### RECORDS PROVIDED

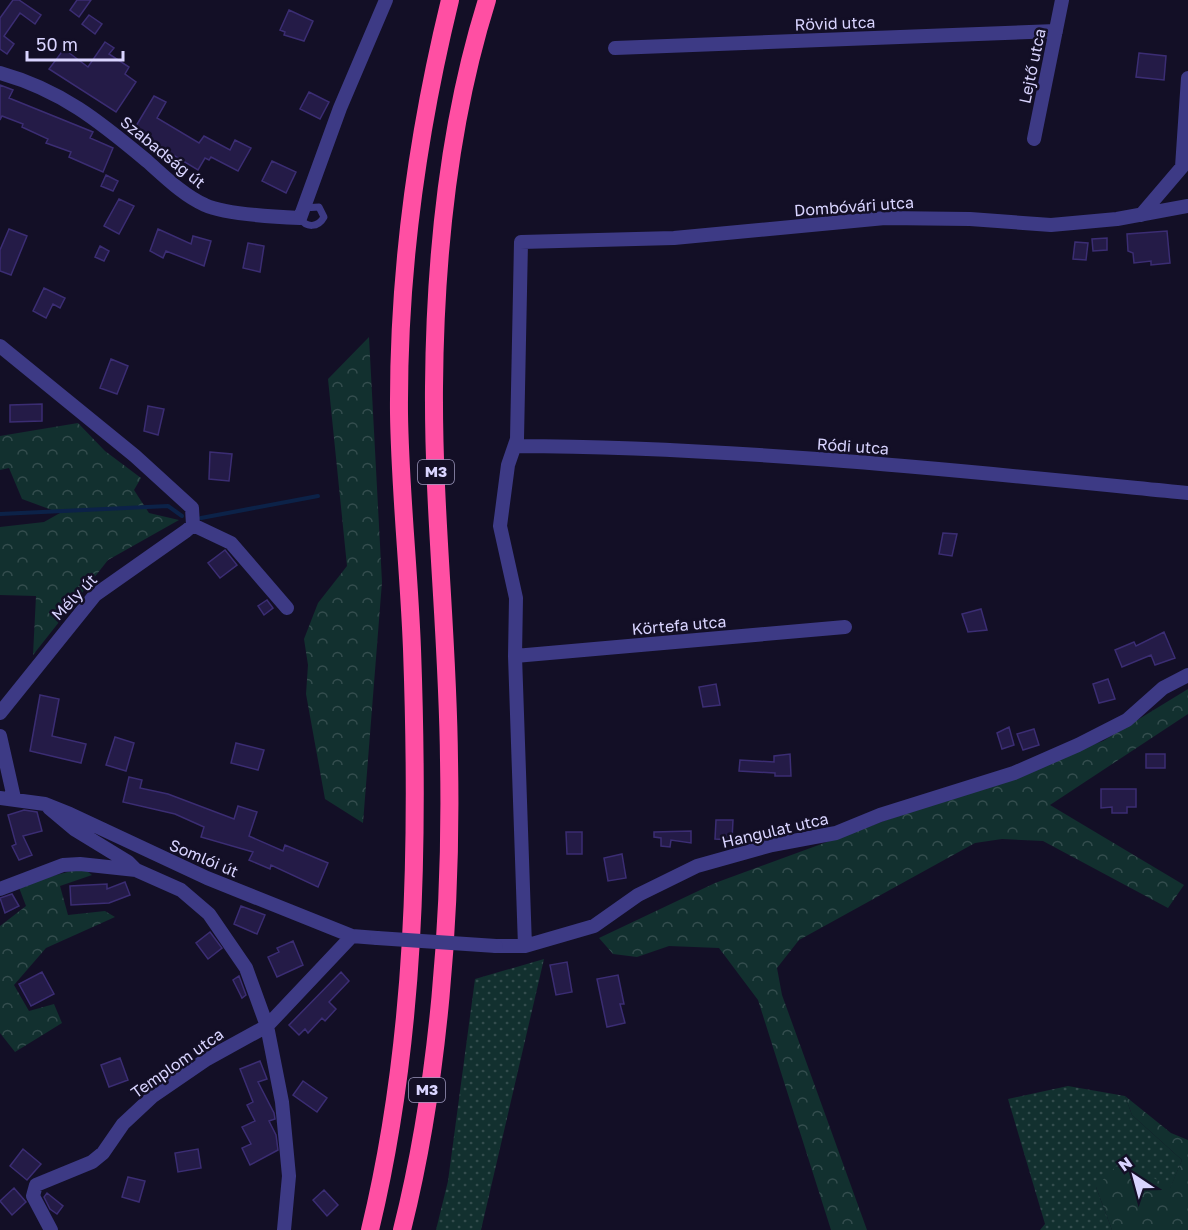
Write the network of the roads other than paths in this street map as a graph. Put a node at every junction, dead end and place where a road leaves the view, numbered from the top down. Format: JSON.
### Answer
{"nodes":[{"id":1,"x":386,"y":0,"type":"edge"},
{"id":2,"x":450,"y":0,"type":"edge"},
{"id":3,"x":487,"y":0,"type":"edge"},
{"id":4,"x":1062,"y":0,"type":"edge"},
{"id":5,"x":1056,"y":31,"type":"junction"},
{"id":6,"x":615,"y":48,"type":"dead end"},
{"id":7,"x":0,"y":73,"type":"edge"},
{"id":8,"x":1188,"y":78,"type":"edge"},
{"id":9,"x":1034,"y":139,"type":"dead end"},
{"id":10,"x":1188,"y":206,"type":"edge"},
{"id":11,"x":1141,"y":215,"type":"junction"},
{"id":12,"x":0,"y":346,"type":"edge"},
{"id":13,"x":515,"y":446,"type":"junction"},
{"id":14,"x":1188,"y":494,"type":"edge"},
{"id":15,"x":193,"y":525,"type":"junction"},
{"id":16,"x":287,"y":608,"type":"dead end"},
{"id":17,"x":845,"y":627,"type":"dead end"},
{"id":18,"x":515,"y":656,"type":"junction"},
{"id":19,"x":1188,"y":675,"type":"edge"},
{"id":20,"x":0,"y":714,"type":"edge"},
{"id":21,"x":0,"y":736,"type":"edge"},
{"id":22,"x":7,"y":798,"type":"edge"},
{"id":23,"x":45,"y":804,"type":"junction"},
{"id":24,"x":136,"y":870,"type":"junction"},
{"id":25,"x":0,"y":889,"type":"edge"},
{"id":26,"x":352,"y":936,"type":"junction"},
{"id":27,"x":525,"y":946,"type":"junction"},
{"id":28,"x":267,"y":1026,"type":"junction"},
{"id":29,"x":51,"y":1230,"type":"edge"},
{"id":30,"x":284,"y":1230,"type":"edge"},
{"id":31,"x":369,"y":1230,"type":"edge"},
{"id":32,"x":402,"y":1230,"type":"edge"}],
"edges":[{"from":1,"to":7,"type":"street","name":"Szabadság út"},
{"from":2,"to":31,"type":"highway","number":"M3"},
{"from":3,"to":32,"type":"highway","number":"M3"},
{"from":4,"to":5,"type":"street","name":"Lejtő utca"},
{"from":5,"to":6,"type":"street","name":"Rövid utca"},
{"from":5,"to":9,"type":"street","name":"Lejtő utca"},
{"from":8,"to":11,"type":"street"},
{"from":10,"to":11,"type":"street","name":"Dombóvári utca"},
{"from":11,"to":13,"type":"street","name":"Dombóvári utca"},
{"from":12,"to":15,"type":"street"},
{"from":13,"to":14,"type":"street","name":"Ródi utca"},
{"from":13,"to":18,"type":"street"},
{"from":15,"to":16,"type":"street"},
{"from":15,"to":20,"type":"street","name":"Mély út"},
{"from":17,"to":18,"type":"street","name":"Körtefa utca"},
{"from":18,"to":27,"type":"street"},
{"from":19,"to":27,"type":"street","name":"Hangulat utca"},
{"from":21,"to":22,"type":"street"},
{"from":22,"to":23,"type":"street","name":"Somlói út"},
{"from":23,"to":24,"type":"street"},
{"from":23,"to":26,"type":"street","name":"Somlói út"},
{"from":24,"to":25,"type":"street"},
{"from":24,"to":28,"type":"street"},
{"from":26,"to":27,"type":"street","name":"Hangulat utca","bridge":true},
{"from":26,"to":28,"type":"street","name":"Templom utca"},
{"from":28,"to":29,"type":"street","name":"Templom utca"},
{"from":28,"to":30,"type":"street"}]}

######

▸ **EXERCISE AIM**
Filter the entries above and keep only the lines with the word "Lejtő".

▸ **TASK RESULT**
{"from":4,"to":5,"type":"street","name":"Lejtő utca"},
{"from":5,"to":9,"type":"street","name":"Lejtő utca"},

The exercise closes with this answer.